According to Reuters, Pfizer Inc. filed a lawsuit on June 26, 2020, to make it possible to help beneficiaries of the federal healthcare program - Medicare - pay for two drugs to treat a rare and sometimes fatal heart disease, and that cost $225,000 a year.
The drugmaker said that the Office of the Inspector General of the US Department of Health and Human Services (OIG) is preventing it from offering financial assistance to patients who cannot afford to co-pay for their medications Vyndaqel and Vyndamax because it considers such aid an improper payment (kickback).
A spokesman for the Inspector General’s office declined to comment.
Pfizer's drugs treat transthyretin amyloid cardiomyopathy, which causes the heart to tighten and hinder its ability to pump blood. The condition can cause progressive heart failure and death if left untreated.
Although the US Food and Drug Administration approved the two drugs in May 2019, which are also known as tafamidis and which Pfizer called a possible blockbuster, the New York-based drugmaker has attracted criticism for their costs.
A February study by the American Heart Association said that tafamidis was the most expensive cardiovascular drug launched in the United States, and its long-term cost-effectiveness was uncertain.
In a complaint filed at the federal court in Manhattan, Pfizer said its intention is not to “corrupt” doctors through incentives to prescribe their drugs more often but to ensure that patients receive the necessary treatment.
This is a matter of paramount importance for the entire health care sector, as the outcome may dramatically impact a variety of industries that could be ordered to cover co-payments to subsidize patients who cannot afford their share of the product offered by Medicare.
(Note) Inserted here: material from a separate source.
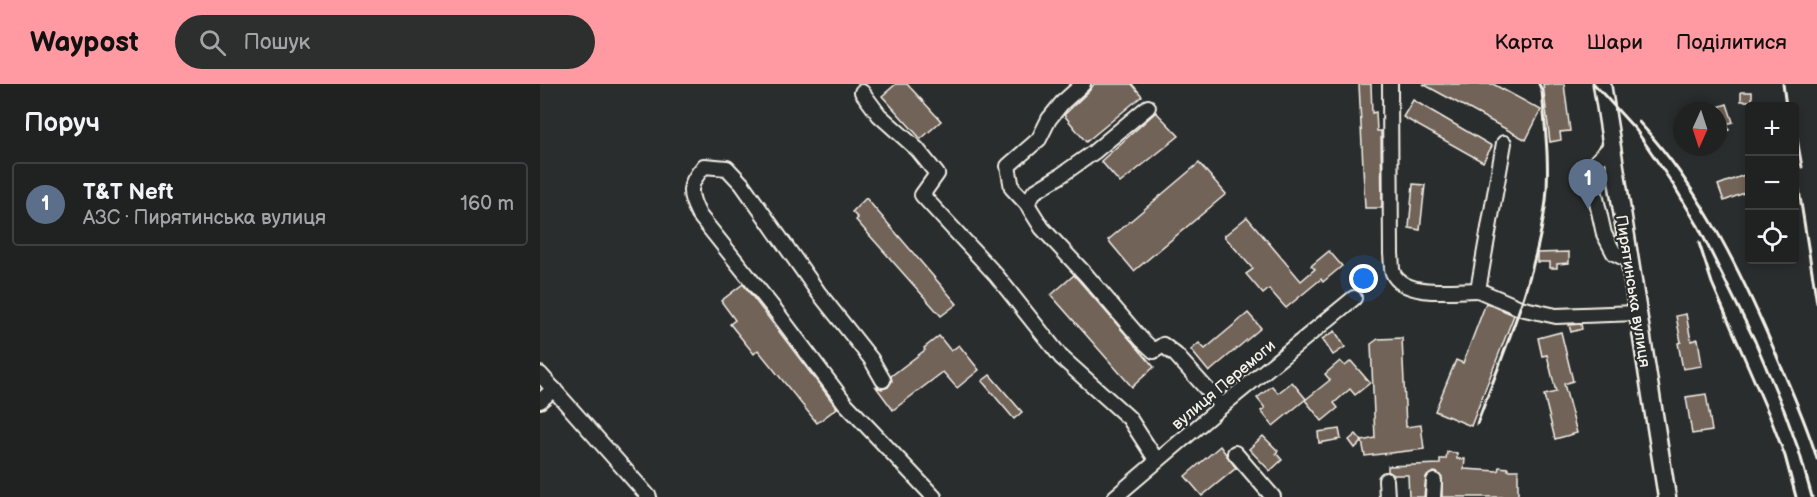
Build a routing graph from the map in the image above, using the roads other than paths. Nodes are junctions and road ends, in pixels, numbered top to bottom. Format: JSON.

Some companies in the industry have made donations to patient associations, which help their members with the co-payments required by Medicare. However, the issue goes beyond the realm of philanthropy when such a donation carries the condition that it be used only for the company's products, as it becomes evident that the company aims to make its product commercially viable.
In filing such an action, Pfizer makes a bold decision to make this discussion public: whether it is legal or not for a company to make the co-payment required by Medicare feasible, to make the sale of its product viable. In practice, it would be akin to companies that work with discount coupons to expand their sales.
Indeed, Pfizer will face three challenging issues:
If Pfizer can afford the patient's co-payment, it can sell its medicine at a more affordable price.
The conflict of interest entailed in paying for the patient's co-payment is inevitable, as it effectively reduces the value of their medicine by half; nevertheless, its profit margin proves to be sufficient to make such an initiative feasible. And ultimately, it is the US government that should bear such an expense.
The False Claims Act and the Anti-Kickback Statute prohibit such practices if, in the end, the government is to be burdened by them.
On the other hand, Pfizer also has three arguments in its favor:
It is not bribing doctors to increase prescription numbers or government agents to increase sales to the government improperly.
It helps a large number of patients who would otherwise not be able to afford, even in part, their treatment.
Its large investments in research, particularly in rare diseases, where the number of patients affected is infinitely smaller, justifies its medicine's high market value. After all, the company needs to recover its investment, generate profit for shareholders (who might otherwise direct their investments towards other companies), and generate the financial resources to reinvest in new research. Indeed, drugmakers treat many diseases, such as influenza, AIDS, hepatitis C, which otherwise would be ravaging people even today.
The fact is that Pfizer's initiative is going to be followed very carefully by the entire sector, as it has the potential to become a game-changer in this context, depending on the decision taken by the American courts.
And indeed, it is a precedent that could become a worldwide reference, where there is the practice of co-payment, as, for example, in the case of Brazil, in which healthcare plans require co-payment in some circumstances.